WHAT IS BEING ASKED: From the entries below, copy out every line with "lane" in it.

GIVEN INFORMATION:
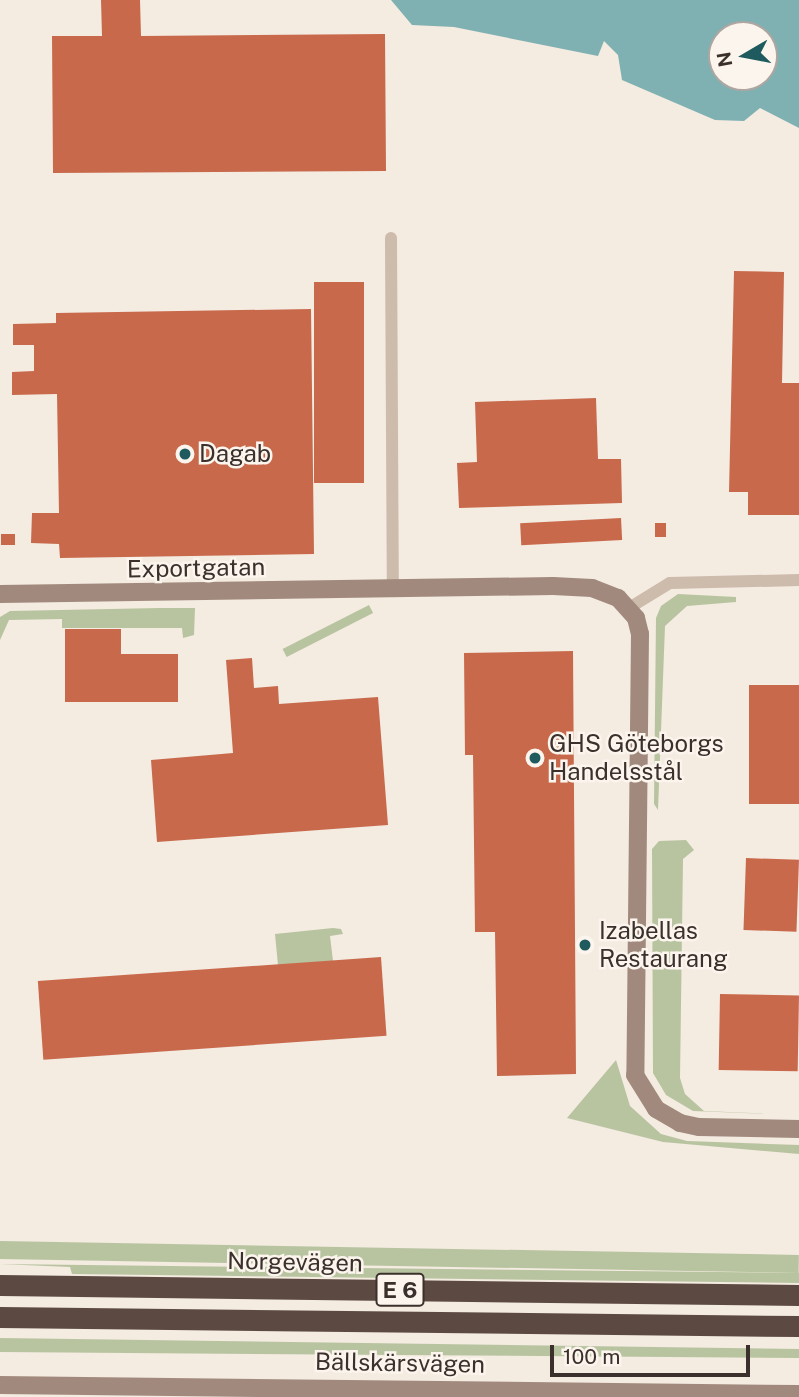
<!DOCTYPE html>
<meta charset="utf-8">
<style>
body{margin:0}
#map{position:relative;width:799px;height:1397px;overflow:hidden;background:#f4ebe1;font-family:"Public Sans",sans-serif}
div>[style]{position:absolute}
.green>*{inset:0;background:#b8c4a0;transform-origin:0 0}
.water>*{inset:0;background:#7fb0b2}
.building>*{inset:0;background:#c8694b;transform-origin:0 0}
.street>*{height:12px;margin:-6px;padding:0 6px;transform-origin:6px;border-radius:6px;background:#cdbbac}
.secondary>*{height:18px;margin:-9px;padding:0 9px;transform-origin:9px;border-radius:9px;background:#a18a7d}
.highway>*{height:21px;margin:-10.5px;padding:0 10.5px;transform-origin:10.5px;border-radius:10.5px;background:#5c4a42}
.dots>*{width:19px;height:19px;translate:-50% -50%;box-sizing:border-box;border:4px solid #fbf5ee;border-radius:50%}
span{translate:-50% -50%;white-space:nowrap;text-align:center;line-height:1.15;-webkit-text-stroke:5px #fbf5ee;paint-order:stroke}
.shield-label span{padding:2px 5px;background:#fbf5ee;border:2px solid;border-radius:5px;-webkit-text-stroke-width:0}
.shield-label{font-size:23px;color:#3b302b;font-weight:700}
.poi-label{font-size:24px;color:#3b302b}
.left{translate:0 -50%;text-align:left}
.street-label{font-size:24px;color:#3b302b}
.north{position:absolute;left:708px;top:21px;width:70px;height:70px;box-sizing:border-box;background:#fbf5ee;border:2px solid #aea6a0;border-radius:50%;rotate:260deg;font-size:19px;font-weight:700;line-height:28px;text-align:center;color:#3b302b}
.north::after{content:'';display:block;margin:auto;width:24px;height:32px;background:#1f5a5e;clip-path:polygon(50% 0,100% 100%,50% 72%,0 100%)}
.scale{position:absolute;left:550px;top:1345px;width:200px;height:32px;box-sizing:border-box;border:4px solid #3b302b;border-top:0;padding-left:9px;font-size:21px;line-height:24px;white-space:nowrap;color:#3b302b;-webkit-text-stroke:5px #fbf5ee;paint-order:stroke}
</style>
<div id="map">
<div class="green">
<i style="clip-path:polygon(678px 594px,736px 597px,736px 602px,687px 606px,665px 626px,658px 810px,654px 804px,656px 618px,661px 606px)"></i>
<i style="left:369px;top:605px;width:9px;height:97px;rotate:63deg"></i>
<i style="clip-path:polygon(159px 608px,195px 608px,194px 635px,183px 638px,182px 628px,62px 628px,62px 619px,9px 620px,0 640px,0 617px,10px 611px)"></i>
<i style="clip-path:polygon(686px 840px,694px 850px,683px 859px,680px 1078px,685px 1094px,704px 1111px,799px 1115px,693px 1111px,666px 1095px,653px 1073px,652px 849px,659px 841px)"></i>
<i style="clip-path:polygon(333px 928px,341px 929px,343px 934px,330px 936px,333px 961px,278px 965px,275px 934px)"></i>
<i style="clip-path:polygon(616px 1060px,630px 1106px,661px 1134px,687px 1141px,799px 1145px,799px 1154px,663px 1142px,567px 1118px)"></i>
<i style="left:0;top:1241px;width:799px;height:18px;rotate:1deg"></i>
<i style="clip-path:polygon(0 1264px,799px 1273px,799px 1283px,72px 1274px,70px 1267px)"></i>
<i style="clip-path:polygon(0 1338px,799px 1349px,799px 1358px,0 1352px)"></i>
</div>
<div class="water">
<i style="clip-path:polygon(evenodd,391px 0,799px 0,799px 128px,760px 108px,744px 121px,715px 120px,622px 80px,618px 55px,604px 41px,598px 56px,454px 27px,412px 25px,391px 0,722px 35px,764px 35px,764px 77px,722px 77px,722px 35px)"></i>
</div>
<div class="building">
<i style="clip-path:polygon(101px 0,140px 0,141px 36px,385px 34px,386px 171px,53px 173px,52px 36px,102px 36px)"></i>
<i style="clip-path:polygon(734px 271px,784px 272px,782px 383px,799px 383px,799px 515px,748px 515px,748px 492px,729px 492px)"></i>
<i style="left:314px;top:282px;width:50px;height:201px"></i>
<i style="clip-path:polygon(311px 309px,314px 554px,60px 558px,59px 544px,31px 543px,32px 513px,59px 513px,57px 394px,12px 395px,12px 372px,34px 371px,34px 345px,13px 345px,13px 324px,56px 323px,56px 313px)"></i>
<i style="clip-path:polygon(596px 398px,598px 459px,621px 459px,622px 503px,459px 508px,457px 463px,477px 462px,475px 402px)"></i>
<i style="left:621px;top:518px;width:22px;height:101px;rotate:87deg"></i>
<i style="left:655px;top:523px;width:11px;height:14px"></i>
<i style="left:1px;top:534px;width:14px;height:11px"></i>
<i style="clip-path:polygon(65px 629px,121px 629px,121px 654px,178px 654px,178px 702px,65px 702px)"></i>
<i style="clip-path:polygon(573px 651px,576px 1074px,497px 1076px,495px 932px,475px 932px,473px 755px,465px 755px,464px 653px)"></i>
<i style="clip-path:polygon(252px 658px,254px 688px,278px 686px,279px 704px,378px 697px,388px 825px,157px 842px,151px 760px,233px 753px,226px 660px)"></i>
<i style="left:749px;top:685px;width:50px;height:119px"></i>
<i style="left:746px;top:858px;width:53px;height:72px;rotate:2deg"></i>
<i style="left:381px;top:957px;width:79px;height:344px;rotate:86deg"></i>
<i style="left:720px;top:994px;width:79px;height:76px;rotate:1deg"></i>
</div>
<div class="street">
<i style="left:391px;top:238px;width:351px;rotate:89.7deg"></i>
<i style="left:629px;top:608px;width:48px;rotate:-31.4deg"></i>
<i style="left:670px;top:583px;width:129px;rotate:-1.3deg"></i>
</div>
<div class="secondary">
<i style="left:0;top:594px;width:553px;rotate:-0.83deg"></i>
<i style="left:553px;top:586px;width:39px;rotate:3deg"></i>
<i style="left:592px;top:588px;width:28px;rotate:21deg"></i>
<i style="left:618px;top:598px;width:27px;rotate:48deg"></i>
<i style="left:636px;top:618px;width:16px;rotate:76deg"></i>
<i style="left:640px;top:634px;width:441px;rotate:90.6deg"></i>
<i style="left:635px;top:1075px;width:40px;rotate:58deg"></i>
<i style="left:656px;top:1109px;width:28px;rotate:30deg"></i>
<i style="left:680px;top:1123px;width:19px;rotate:12deg"></i>
<i style="left:699px;top:1127px;width:100px;rotate:1.1deg"></i>
<i style="left:0;top:1385px;width:799px;rotate:0.65deg"></i>
</div>
<div class="highway">
<i style="left:0;top:1285px;width:799px;rotate:0.72deg"></i>
<i style="left:0;top:1317px;width:799px;rotate:0.65deg"></i>
</div>
<div class="dots">
<i style="left:185px;top:454px;background:#1f5a5e"></i>
<i style="left:535px;top:758px;background:#1f5a5e"></i>
<i style="left:585px;top:945px;background:#1f5a5e"></i>
</div>
<div class="shield-label">
<span style="left:400px;top:1290px">E 6</span>
</div>
<div class="poi-label">
<span class="left" style="left:199px;top:454px">Dagab</span>
<span class="left" style="left:549px;top:758px">GHS Göteborgs<br>Handelsstål</span>
<span class="left" style="left:599px;top:945px">Izabellas<br>Restaurang</span>
</div>
<div class="street-label">
<span style="left:196px;top:568px;rotate:-1deg">Exportgatan</span>
<span style="left:295px;top:1262px;rotate:1deg">Norgevägen</span>
<span style="left:400px;top:1363px;rotate:1deg">Bällskärsvägen</span>
</div>
<div class="north">N</div>
<div class="scale">100 m</div>
</div>
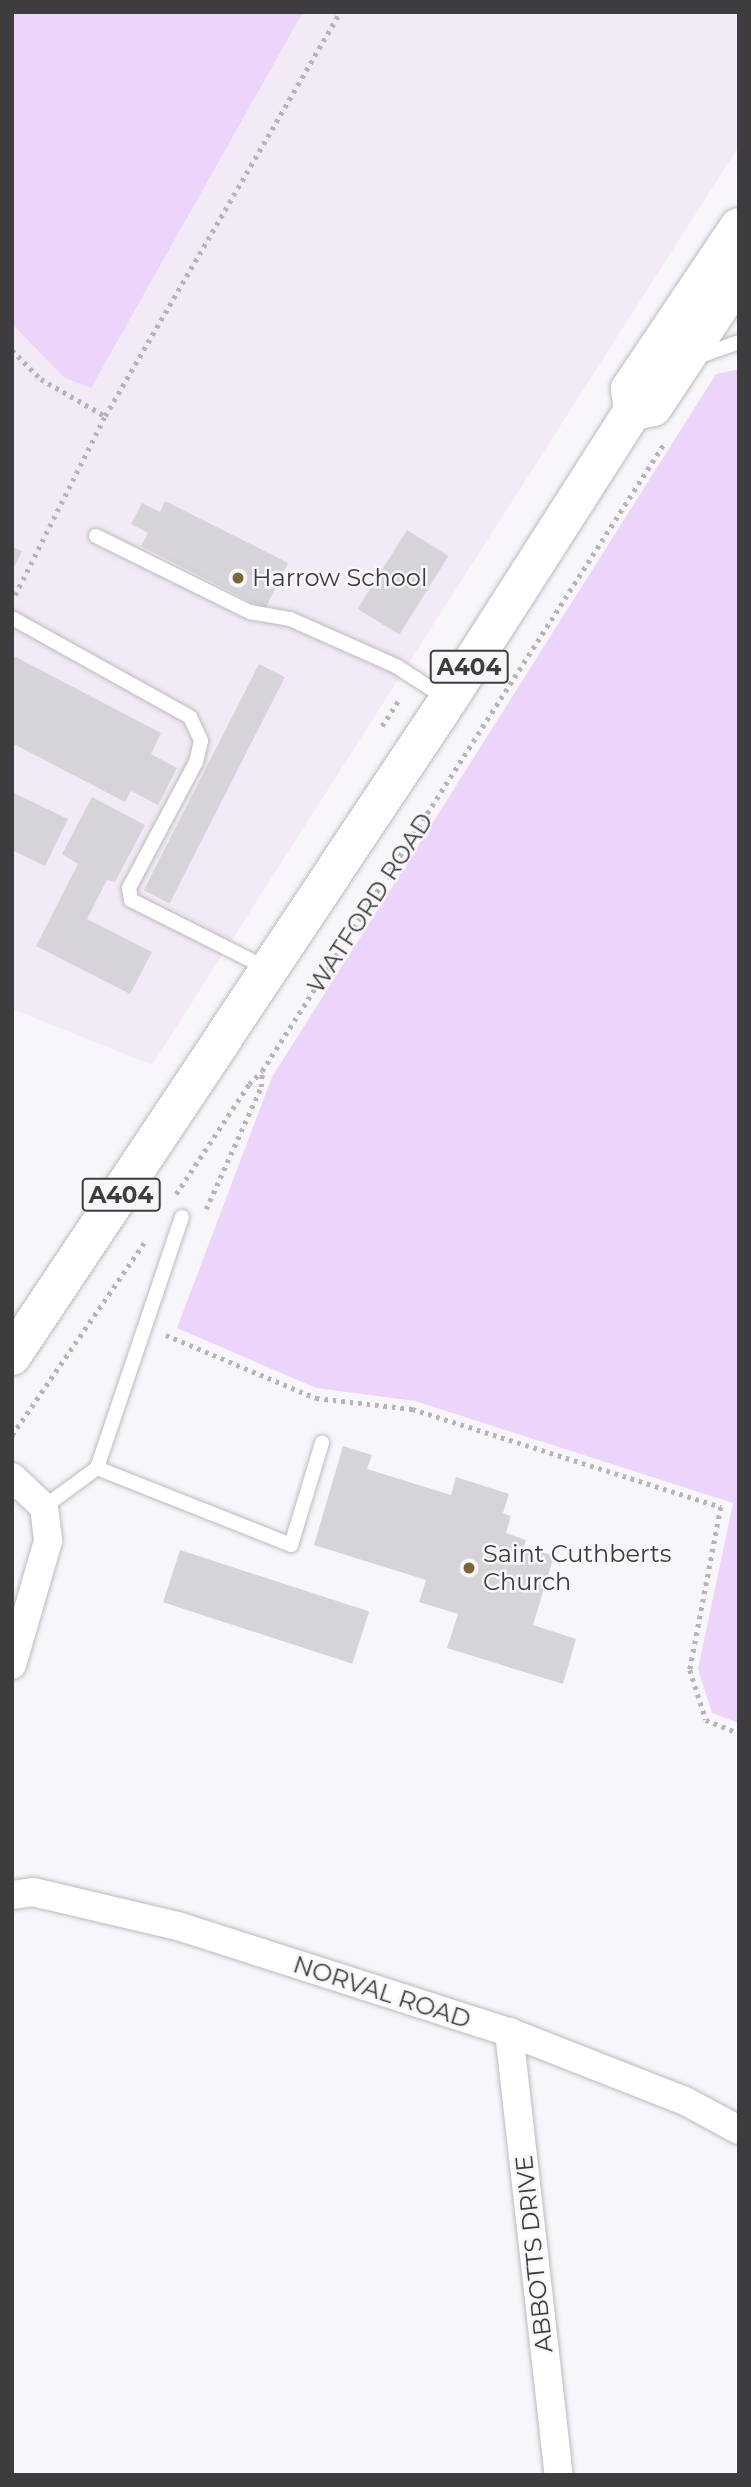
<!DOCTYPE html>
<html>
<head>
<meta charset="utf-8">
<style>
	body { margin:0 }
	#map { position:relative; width:751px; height:2487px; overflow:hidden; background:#f9f6fb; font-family:Montserrat,sans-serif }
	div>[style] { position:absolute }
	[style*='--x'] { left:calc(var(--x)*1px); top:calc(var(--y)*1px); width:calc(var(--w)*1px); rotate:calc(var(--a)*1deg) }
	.built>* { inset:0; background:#f2eaf6 }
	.green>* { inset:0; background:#edd4fa }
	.building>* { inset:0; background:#d7d4d9; transform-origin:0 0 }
	.path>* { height:4.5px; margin-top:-2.25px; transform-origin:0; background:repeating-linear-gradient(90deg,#b7b4b8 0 3.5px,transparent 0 8.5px) }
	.roads { filter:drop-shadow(0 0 2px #bdbabe) drop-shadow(0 0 2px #bdbabe) }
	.lane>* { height:14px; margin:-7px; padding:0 7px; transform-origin:7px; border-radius:7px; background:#fff }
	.street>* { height:28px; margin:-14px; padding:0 14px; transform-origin:14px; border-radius:14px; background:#fff }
	.primary>* { height:38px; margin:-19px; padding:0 19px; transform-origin:19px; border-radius:19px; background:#fff }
	.dots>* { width:19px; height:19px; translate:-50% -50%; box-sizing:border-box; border:4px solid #f9f6fb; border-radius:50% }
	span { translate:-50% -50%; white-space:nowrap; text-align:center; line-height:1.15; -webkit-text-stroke:5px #f9f6fb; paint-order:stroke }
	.shield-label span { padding:2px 5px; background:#f9f6fb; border:2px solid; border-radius:5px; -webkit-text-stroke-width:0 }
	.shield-label { font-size:23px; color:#3e3c3e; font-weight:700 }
	.poi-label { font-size:24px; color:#3e3c3e }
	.left { translate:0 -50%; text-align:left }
	.street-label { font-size:24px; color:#3e3c3e }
	.frame { position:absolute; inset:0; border:14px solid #3e3c3e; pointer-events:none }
</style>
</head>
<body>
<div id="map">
	<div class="built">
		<div style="clip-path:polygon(12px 12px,739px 12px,739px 146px,152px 1065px,12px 1009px)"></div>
	</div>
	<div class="green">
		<div style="clip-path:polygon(12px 12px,303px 12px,91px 388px,65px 378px,12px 324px)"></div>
		<div style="clip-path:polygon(739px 369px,739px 1723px,712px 1713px,698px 1669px,733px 1503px,415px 1401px,316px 1388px,177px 1328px,272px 1077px,716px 374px)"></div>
	</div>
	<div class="building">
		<div style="clip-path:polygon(165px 501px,288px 563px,265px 609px,141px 546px,148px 533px,131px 524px,142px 503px,160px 512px)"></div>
		<div style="left:407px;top:530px;width:49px;height:93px;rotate:32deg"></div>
		<div style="clip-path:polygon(12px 547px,22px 551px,12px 571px)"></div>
		<div style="clip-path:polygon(12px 655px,161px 733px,151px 754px,177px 768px,158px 805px,131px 791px,125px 802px,12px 743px)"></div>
		<div style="left:259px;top:664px;width:29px;height:254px;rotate:27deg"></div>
		<div style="clip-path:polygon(12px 792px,68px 819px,45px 866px,12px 850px)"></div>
		<div style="clip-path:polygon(92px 797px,145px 825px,115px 882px,107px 880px,87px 919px,152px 952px,130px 994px,36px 946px,78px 864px,62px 854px)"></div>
		<div style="clip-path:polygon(343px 1446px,372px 1455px,367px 1469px,451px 1495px,456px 1477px,509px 1494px,503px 1513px,511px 1516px,506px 1533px,526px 1540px,524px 1546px,554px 1556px,533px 1625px,576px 1639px,563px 1684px,447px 1648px,458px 1614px,419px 1602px,426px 1580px,314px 1545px)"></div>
		<div style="left:180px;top:1550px;width:199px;height:55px;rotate:18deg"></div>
	</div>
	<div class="path">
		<div style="--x:12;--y:350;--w:41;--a:45"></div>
		<div style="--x:41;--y:379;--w:74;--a:30"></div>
		<div style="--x:15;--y:595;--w:200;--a:-63.3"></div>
		<div style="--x:105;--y:416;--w:467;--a:-59.8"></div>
		<div style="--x:382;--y:726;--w:33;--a:-57"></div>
		<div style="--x:176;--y:1194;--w:132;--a:-56.4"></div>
		<div style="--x:249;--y:1084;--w:18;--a:-45"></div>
		<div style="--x:262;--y:1071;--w:747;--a:-57.35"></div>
		<div style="--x:206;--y:1209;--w:134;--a:-65.7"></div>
		<div style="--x:261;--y:1087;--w:15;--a:-86"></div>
		<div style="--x:166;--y:1335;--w:163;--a:22.8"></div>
		<div style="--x:316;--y:1398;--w:97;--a:6.5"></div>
		<div style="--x:412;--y:1409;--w:324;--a:17.6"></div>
		<div style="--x:721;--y:1507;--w:166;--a:100.8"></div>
		<div style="--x:690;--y:1670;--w:52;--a:72.3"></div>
		<div style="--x:706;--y:1720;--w:35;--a:22"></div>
		<div style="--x:12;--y:1435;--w:237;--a:-55.5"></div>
	</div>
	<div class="roads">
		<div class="lane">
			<div style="--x:697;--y:357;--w:45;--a:-19.7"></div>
			<div style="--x:96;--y:536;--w:172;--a:26.3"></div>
			<div style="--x:250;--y:612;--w:41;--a:9.9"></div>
			<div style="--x:290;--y:619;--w:116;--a:23.9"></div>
			<div style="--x:396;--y:666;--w:61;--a:32.9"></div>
			<div style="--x:12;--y:618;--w:204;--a:29.1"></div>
			<div style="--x:190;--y:717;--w:26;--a:65"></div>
			<div style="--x:201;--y:741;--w:22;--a:103"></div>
			<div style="--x:196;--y:762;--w:143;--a:118"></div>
			<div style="--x:129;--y:888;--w:12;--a:81"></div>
			<div style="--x:131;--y:900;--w:151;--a:26.7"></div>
			<div style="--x:97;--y:1468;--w:209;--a:21.6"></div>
			<div style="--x:291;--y:1545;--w:107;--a:-73.1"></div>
			<div style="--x:44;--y:1507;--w:66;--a:-36.3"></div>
			<div style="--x:97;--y:1468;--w:265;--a:-71.3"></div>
		</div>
		<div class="street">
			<div style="--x:12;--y:1477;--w:44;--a:43.2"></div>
			<div style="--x:44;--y:1507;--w:34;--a:83"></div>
			<div style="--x:48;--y:1541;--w:129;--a:106.2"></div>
			<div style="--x:12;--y:1895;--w:21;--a:-8"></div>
			<div style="--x:33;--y:1892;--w:149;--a:13.2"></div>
			<div style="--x:178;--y:1926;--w:348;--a:17.8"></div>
			<div style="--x:509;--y:2032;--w:189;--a:21.4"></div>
			<div style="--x:685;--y:2101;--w:61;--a:28.2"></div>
			<div style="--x:509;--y:2032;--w:446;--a:83.6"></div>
		</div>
		<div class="primary">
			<div style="--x:633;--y:411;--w:20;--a:-11"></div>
			<div style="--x:653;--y:407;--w:156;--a:-56.5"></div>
			<div style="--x:12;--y:1356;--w:788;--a:-56.39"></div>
			<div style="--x:448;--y:700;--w:343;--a:-57.4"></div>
			<div style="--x:633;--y:411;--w:22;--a:-98"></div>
			<div style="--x:630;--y:389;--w:195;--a:-56.1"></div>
		</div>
	</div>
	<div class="dots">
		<div style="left:238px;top:578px;background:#7a6635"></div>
		<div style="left:469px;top:1568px;background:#7a6635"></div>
	</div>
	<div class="shield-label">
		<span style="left:469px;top:667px">A404</span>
		<span style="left:121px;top:1195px">A404</span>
	</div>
	<div class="poi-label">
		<span class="left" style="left:252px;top:578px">Harrow School</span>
		<span class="left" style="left:483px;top:1568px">Saint Cuthberts<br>Church</span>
	</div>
	<div class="street-label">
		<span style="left:370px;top:903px;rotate:-57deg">WATFORD ROAD</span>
		<span style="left:382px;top:1992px;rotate:18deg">NORVAL ROAD</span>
		<span style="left:534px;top:2254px;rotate:-96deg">ABBOTTS DRIVE</span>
	</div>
	<div class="frame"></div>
</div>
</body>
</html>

YOUR SOLUTION:
	.lane>* { height:14px; margin:-7px; padding:0 7px; transform-origin:7px; border-radius:7px; background:#fff }
		<div class="lane">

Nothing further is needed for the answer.